I was not around during WWII - I was born in Glasgow in 1960. However I have a deep respect for those who fought and endured. These are my recollections of other's stories told to me. Errors are mine - not theirs.

William Wood was my father-in-law for a period in the 1990's. In 1994 during the 50th anniversary of D-Day events he found himself able to tell family about his wartime experiences for the first time - though he found himself unable to take part in the organized events and went over to the continent in October on a private visit to pay his respects.

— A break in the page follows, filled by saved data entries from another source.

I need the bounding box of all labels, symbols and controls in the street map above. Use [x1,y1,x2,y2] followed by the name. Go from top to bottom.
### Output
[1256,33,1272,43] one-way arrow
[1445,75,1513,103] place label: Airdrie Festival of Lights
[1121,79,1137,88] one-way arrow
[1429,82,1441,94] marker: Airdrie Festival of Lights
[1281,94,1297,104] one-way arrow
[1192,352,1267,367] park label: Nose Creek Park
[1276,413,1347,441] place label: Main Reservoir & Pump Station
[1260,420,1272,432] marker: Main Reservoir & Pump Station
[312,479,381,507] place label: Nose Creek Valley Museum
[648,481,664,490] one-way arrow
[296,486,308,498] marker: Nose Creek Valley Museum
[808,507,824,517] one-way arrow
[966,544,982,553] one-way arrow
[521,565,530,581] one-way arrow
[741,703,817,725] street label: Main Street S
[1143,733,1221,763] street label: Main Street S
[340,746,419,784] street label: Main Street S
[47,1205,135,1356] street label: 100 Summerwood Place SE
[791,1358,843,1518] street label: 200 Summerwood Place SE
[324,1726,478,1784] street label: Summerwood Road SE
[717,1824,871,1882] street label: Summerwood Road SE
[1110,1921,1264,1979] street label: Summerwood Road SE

In 1944 he went ashore in the second wave of landing craft at Juno Beach one of a number of British troops put in amongst the Canadians - as he put it - in case the memories of Dieppe proved too difficult. I don't believe he mean't any disrespect to the Canadians by this statement - it was just a job he and his 5 other friends were given to do and as he put it - "The first wave woke the Germans and we felt the weight of them in the second wave".

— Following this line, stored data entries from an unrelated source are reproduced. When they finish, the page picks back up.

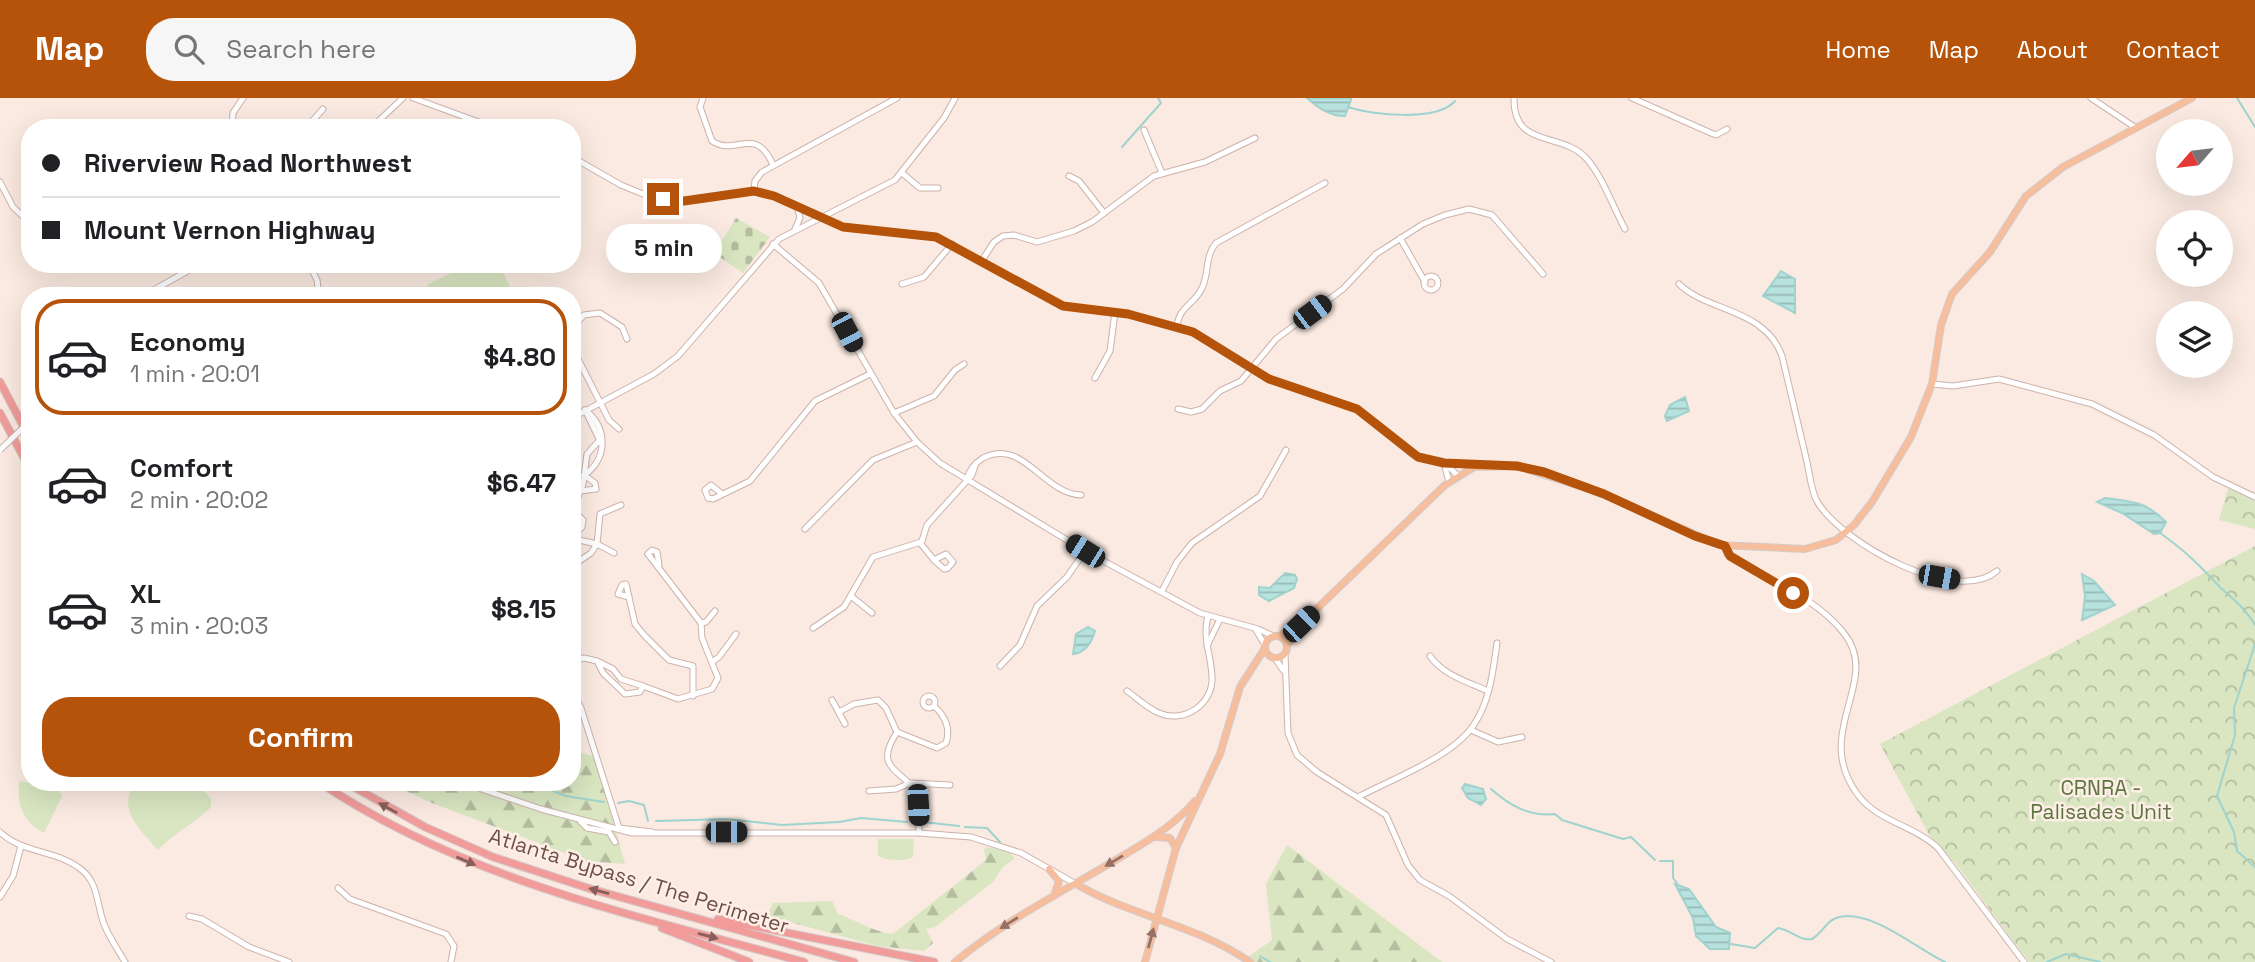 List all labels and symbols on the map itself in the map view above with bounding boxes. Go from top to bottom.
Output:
north arrow [2156,119,2233,196]
route end [647,183,679,215]
callout: 5 min [605,224,721,272]
car [1289,291,1336,333]
car [828,309,867,355]
car [1062,531,1109,571]
car [1917,563,1962,591]
route start [1777,577,1809,609]
car [1279,602,1324,646]
park label: CRNRA - Palisades Unit [2030,774,2172,825]
car [907,783,930,827]
one-way arrow [379,802,398,814]
street label: Atlanta Bypass / The Perimeter [486,822,792,939]
car [706,822,748,843]
one-way arrow [456,855,476,867]
one-way arrow [1104,855,1123,867]
one-way arrow [588,885,610,896]
one-way arrow [999,917,1018,930]
one-way arrow [1146,927,1157,949]
one-way arrow [697,931,719,942]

While fighting their way through Holland he and his friend "Nobby" were wounded and after initial recovery were billeted with a Dutch family to make a full recovery.

Later he and Nobby were rotated back into the line in a different unit and fought on towards the German border. One night while he and Nobby were proceeding up a road with their platoon they were ambushed by Germans who had lain in the road waiting for them. As he and Nobby went down firing he hit his own friend in the back and killed him in error.

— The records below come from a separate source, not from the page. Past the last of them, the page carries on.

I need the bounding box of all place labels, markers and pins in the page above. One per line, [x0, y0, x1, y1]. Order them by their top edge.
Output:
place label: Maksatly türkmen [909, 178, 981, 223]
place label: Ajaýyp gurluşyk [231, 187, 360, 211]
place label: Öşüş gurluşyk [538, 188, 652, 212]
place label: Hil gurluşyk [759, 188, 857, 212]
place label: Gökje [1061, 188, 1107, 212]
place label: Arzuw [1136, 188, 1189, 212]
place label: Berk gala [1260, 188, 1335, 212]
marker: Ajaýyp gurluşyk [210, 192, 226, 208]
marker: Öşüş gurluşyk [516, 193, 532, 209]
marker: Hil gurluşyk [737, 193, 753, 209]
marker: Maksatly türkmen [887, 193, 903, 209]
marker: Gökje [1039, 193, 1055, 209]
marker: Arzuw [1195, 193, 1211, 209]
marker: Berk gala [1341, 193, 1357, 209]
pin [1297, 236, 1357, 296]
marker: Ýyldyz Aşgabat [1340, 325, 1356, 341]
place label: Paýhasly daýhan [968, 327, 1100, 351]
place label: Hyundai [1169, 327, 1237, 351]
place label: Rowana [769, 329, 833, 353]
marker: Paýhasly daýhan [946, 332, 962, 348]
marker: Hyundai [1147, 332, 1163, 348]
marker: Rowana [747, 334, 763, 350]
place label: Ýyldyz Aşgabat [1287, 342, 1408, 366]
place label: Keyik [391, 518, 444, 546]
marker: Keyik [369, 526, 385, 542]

A day later the Sergeant of the platoon came back checking for casualties and found Bill sitting under a tree trying to come to terms with what had happened. As Bill put it - the Sergeant did what any good Sergeant would do - he went over to Nobby's body and came back and told him not to worry - that the German's had got him - not Bill. But as Bill told it - he knew because a basic survival instinct was to determine where shot had come from by the way someone fell so you could return fire in the right direction and he had no doubt that he had killed Nobby.

In the two years leading up to 1994 Bill learned Dutch and made a point of revisiting the Dutch family who had billeted them while wounded in order to thank them in their own language. Over the years they had kept in touch and Bill was a little surprised to discover no one in the house spoke English - though over the years letters from Holland always came back in English. The family smiled and admitted that Bill's letters in English had gone to the village butcher for translation into Dutch and their replies in Dutch went to the butcher for translation into English before mailing back. The family asked after Nobby who had been expecting a child when billeted with them and Bill had the difficult job of telling them that Nobby never made it home.

Bill's October 1994 visit also included a call at 5 graves between Juno Beach and the German Border, tended by the Commonwealth Graves Commission, to leave poppies at each of his friends' graves - he being the only one who made it home at war's end. He recollected that the last grave yard was the hardest. The first cross he came to was his friend's and he laid his poppy and paid his respects but on raising his eyes he said he knew every name in the plot and realised that many more people he thought made it home after the war had not. Only being wonded and detached from his original unit saved him from a major fight at the German border.

Bill had a large collection of "souvenirs" that he handed in during the 1995 amnesty for veteran's to turn in weapons brought back from the war. A Luger pistol, SS Officer's dagger, A German stick grenade all tucked away in the attic. However over the years one item had stood testament to his wartime service sitting on the mantleshelf and polished every week. A single round from a German machine pistol. "I took that off the German who had just killed one of my friends" is how he put it. "The German didn't have any choice......"

After the war he lived in the NE of England near Durham and for the rest of his life Bill was lucky if he could get four hours sleep a night before his memories woke him and he had to while away the rest of the night reading. He raised a family and had a highly respected career as a teacher.